A Maternal Loss‐of‐Function Variant in KHDC3L Gene Causes a Range of Adverse Pregnancy Outcomes: A Case Report
Zahra Anvar, Farnoosh Jafarpour, Bahia Namavar Jahromi, Andrea Riccio, Mohammad Hossein Nasr‐Esfahani, Maria Vittoria Cubellis ABSTRACT
Background
The KHDC3L gene encodes a component of the subcortical maternal complex (SCMC). Biallelic mutations in this gene cause 5%–10% of biparental hydatidiform moles (BiHM), and a few maternal deletions in KHDC3L have been identified in women with recurrent pregnancy loss (RPL).
Method
In this study, we had a patient with a history of 10 pregnancy or neonatal losses, including spontaneous abortions, neonatal deaths, and molar pregnancy.
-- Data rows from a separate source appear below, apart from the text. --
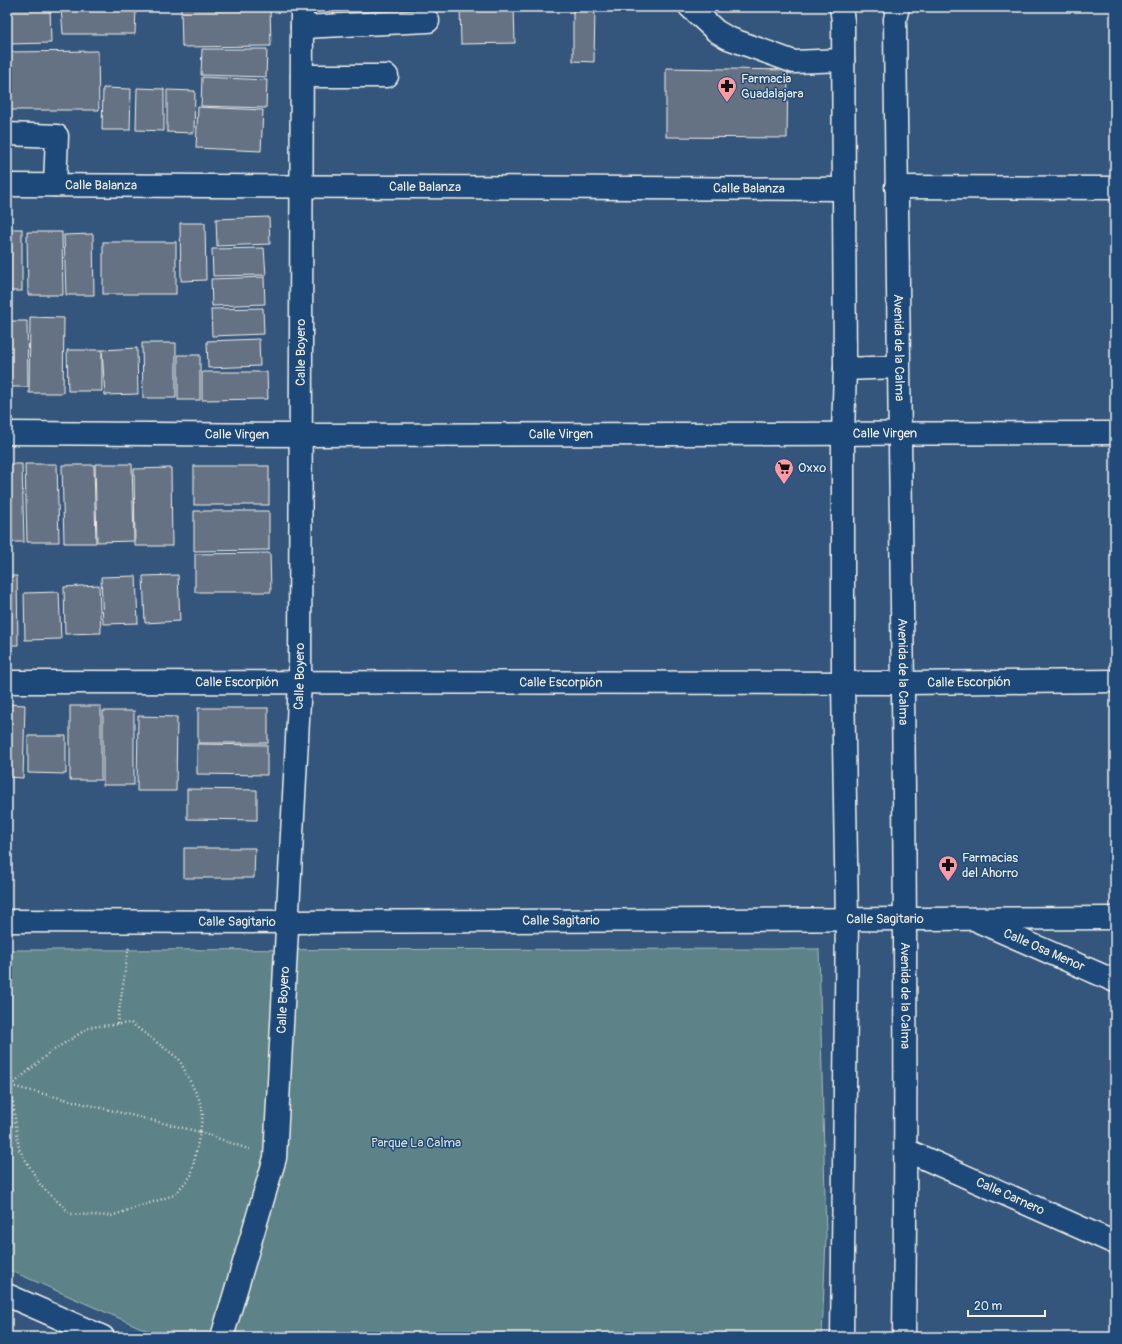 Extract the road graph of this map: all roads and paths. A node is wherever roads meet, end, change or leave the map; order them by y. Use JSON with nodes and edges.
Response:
{"nodes":[{"id":1,"x":690,"y":7,"type":"edge"},
{"id":2,"x":841,"y":7,"type":"edge"},
{"id":3,"x":898,"y":7,"type":"edge"},
{"id":4,"x":302,"y":17,"type":"edge"},
{"id":5,"x":428,"y":21,"type":"dead end"},
{"id":6,"x":843,"y":60,"type":"junction"},
{"id":7,"x":302,"y":76,"type":"junction"},
{"id":8,"x":387,"y":76,"type":"dead end"},
{"id":9,"x":7,"y":134,"type":"edge"},
{"id":10,"x":7,"y":185,"type":"edge"},
{"id":11,"x":55,"y":185,"type":"junction"},
{"id":12,"x":301,"y":186,"type":"junction"},
{"id":13,"x":896,"y":187,"type":"junction"},
{"id":14,"x":1115,"y":188,"type":"edge"},
{"id":15,"x":843,"y":189,"type":"junction"},
{"id":16,"x":898,"y":368,"type":"junction"},
{"id":17,"x":845,"y":369,"type":"junction"},
{"id":18,"x":7,"y":433,"type":"edge"},
{"id":19,"x":844,"y":433,"type":"junction"},
{"id":20,"x":899,"y":433,"type":"junction"},
{"id":21,"x":1115,"y":433,"type":"edge"},
{"id":22,"x":301,"y":435,"type":"junction"},
{"id":23,"x":1115,"y":681,"type":"edge"},
{"id":24,"x":7,"y":682,"type":"edge"},
{"id":25,"x":300,"y":682,"type":"junction"},
{"id":26,"x":843,"y":682,"type":"junction"},
{"id":27,"x":902,"y":683,"type":"junction"},
{"id":28,"x":1115,"y":918,"type":"edge"},
{"id":29,"x":905,"y":919,"type":"junction"},
{"id":30,"x":973,"y":919,"type":"junction"},
{"id":31,"x":847,"y":920,"type":"junction"},
{"id":32,"x":7,"y":921,"type":"edge"},
{"id":33,"x":133,"y":921,"type":"junction"},
{"id":34,"x":288,"y":922,"type":"junction"},
{"id":35,"x":1115,"y":981,"type":"edge"},
{"id":36,"x":117,"y":1024,"type":"junction"},
{"id":37,"x":7,"y":1085,"type":"edge"},
{"id":38,"x":11,"y":1086,"type":"junction"},
{"id":39,"x":200,"y":1132,"type":"junction"},
{"id":40,"x":906,"y":1150,"type":"junction"},
{"id":41,"x":275,"y":1158,"type":"junction"},
{"id":42,"x":1115,"y":1243,"type":"edge"},
{"id":43,"x":7,"y":1295,"type":"edge"},
{"id":44,"x":103,"y":1337,"type":"edge"},
{"id":45,"x":222,"y":1337,"type":"edge"},
{"id":46,"x":842,"y":1337,"type":"edge"},
{"id":47,"x":904,"y":1337,"type":"edge"}],
"edges":[{"from":1,"to":6,"type":"street"},
{"from":2,"to":6,"type":"street"},
{"from":3,"to":13,"type":"street","name":"Avenida de la Calma"},
{"from":4,"to":5,"type":"street"},
{"from":4,"to":7,"type":"street","name":"Calle Boyero"},
{"from":6,"to":15,"type":"street"},
{"from":7,"to":8,"type":"street"},
{"from":7,"to":12,"type":"street","name":"Calle Boyero"},
{"from":9,"to":11,"type":"street"},
{"from":10,"to":11,"type":"street","name":"Calle Balanza"},
{"from":11,"to":12,"type":"street","name":"Calle Balanza"},
{"from":12,"to":15,"type":"street","name":"Calle Balanza"},
{"from":12,"to":22,"type":"street","name":"Calle Boyero"},
{"from":13,"to":14,"type":"street"},
{"from":13,"to":16,"type":"street","name":"Avenida de la Calma"},
{"from":15,"to":17,"type":"street"},
{"from":16,"to":17,"type":"street"},
{"from":16,"to":20,"type":"street","name":"Avenida de la Calma"},
{"from":17,"to":19,"type":"street"},
{"from":18,"to":22,"type":"street","name":"Calle Virgen"},
{"from":19,"to":20,"type":"street","name":"Calle Virgen"},
{"from":19,"to":22,"type":"street","name":"Calle Virgen"},
{"from":19,"to":26,"type":"street"},
{"from":20,"to":21,"type":"street","name":"Calle Virgen"},
{"from":20,"to":27,"type":"street","name":"Avenida de la Calma"},
{"from":22,"to":25,"type":"street","name":"Calle Boyero"},
{"from":23,"to":27,"type":"street","name":"Calle Escorpión"},
{"from":24,"to":25,"type":"street","name":"Calle Escorpión"},
{"from":25,"to":26,"type":"street","name":"Calle Escorpión"},
{"from":25,"to":34,"type":"street","name":"Calle Boyero"},
{"from":26,"to":27,"type":"street","name":"Calle Escorpión"},
{"from":26,"to":31,"type":"street"},
{"from":27,"to":29,"type":"street","name":"Avenida de la Calma"},
{"from":28,"to":30,"type":"street","name":"Calle Sagitario"},
{"from":29,"to":30,"type":"street","name":"Calle Sagitario"},
{"from":29,"to":31,"type":"street","name":"Calle Sagitario"},
{"from":29,"to":40,"type":"street","name":"Avenida de la Calma"},
{"from":30,"to":35,"type":"street","name":"Calle Osa Menor"},
{"from":31,"to":34,"type":"street","name":"Calle Sagitario"},
{"from":31,"to":46,"type":"street"},
{"from":32,"to":33,"type":"street","name":"Calle Sagitario"},
{"from":33,"to":34,"type":"street","name":"Calle Sagitario"},
{"from":33,"to":36,"type":"path"},
{"from":34,"to":41,"type":"street","name":"Calle Boyero"},
{"from":36,"to":38,"type":"path"},
{"from":36,"to":39,"type":"path"},
{"from":37,"to":38,"type":"path"},
{"from":38,"to":39,"type":"path"},
{"from":38,"to":39,"type":"path"},
{"from":39,"to":41,"type":"path"},
{"from":40,"to":42,"type":"street","name":"Calle Carnero"},
{"from":40,"to":47,"type":"street","name":"Avenida de la Calma"},
{"from":41,"to":45,"type":"street","name":"Calle Boyero"},
{"from":43,"to":44,"type":"street"}]}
Whole‐exome sequencing (WES) was performed for genetic diagnostic testing.
Results
We found a homozygous deleterious variant in the start codon of KHDC3L (c. 1A>G, p.M1V), which probably results in non‐translation or the production of a truncated protein.
Conclusion
This is the first report of a maternal loss‐of‐function variant in KHDC3L gene in a patient experiencing various types of pregnancy loss. This case report broadens the understanding of KHDC3L's pathogenic variants and phenotypic spectrum, consistent with its crucial role during human pre‐ and post‐implantation development.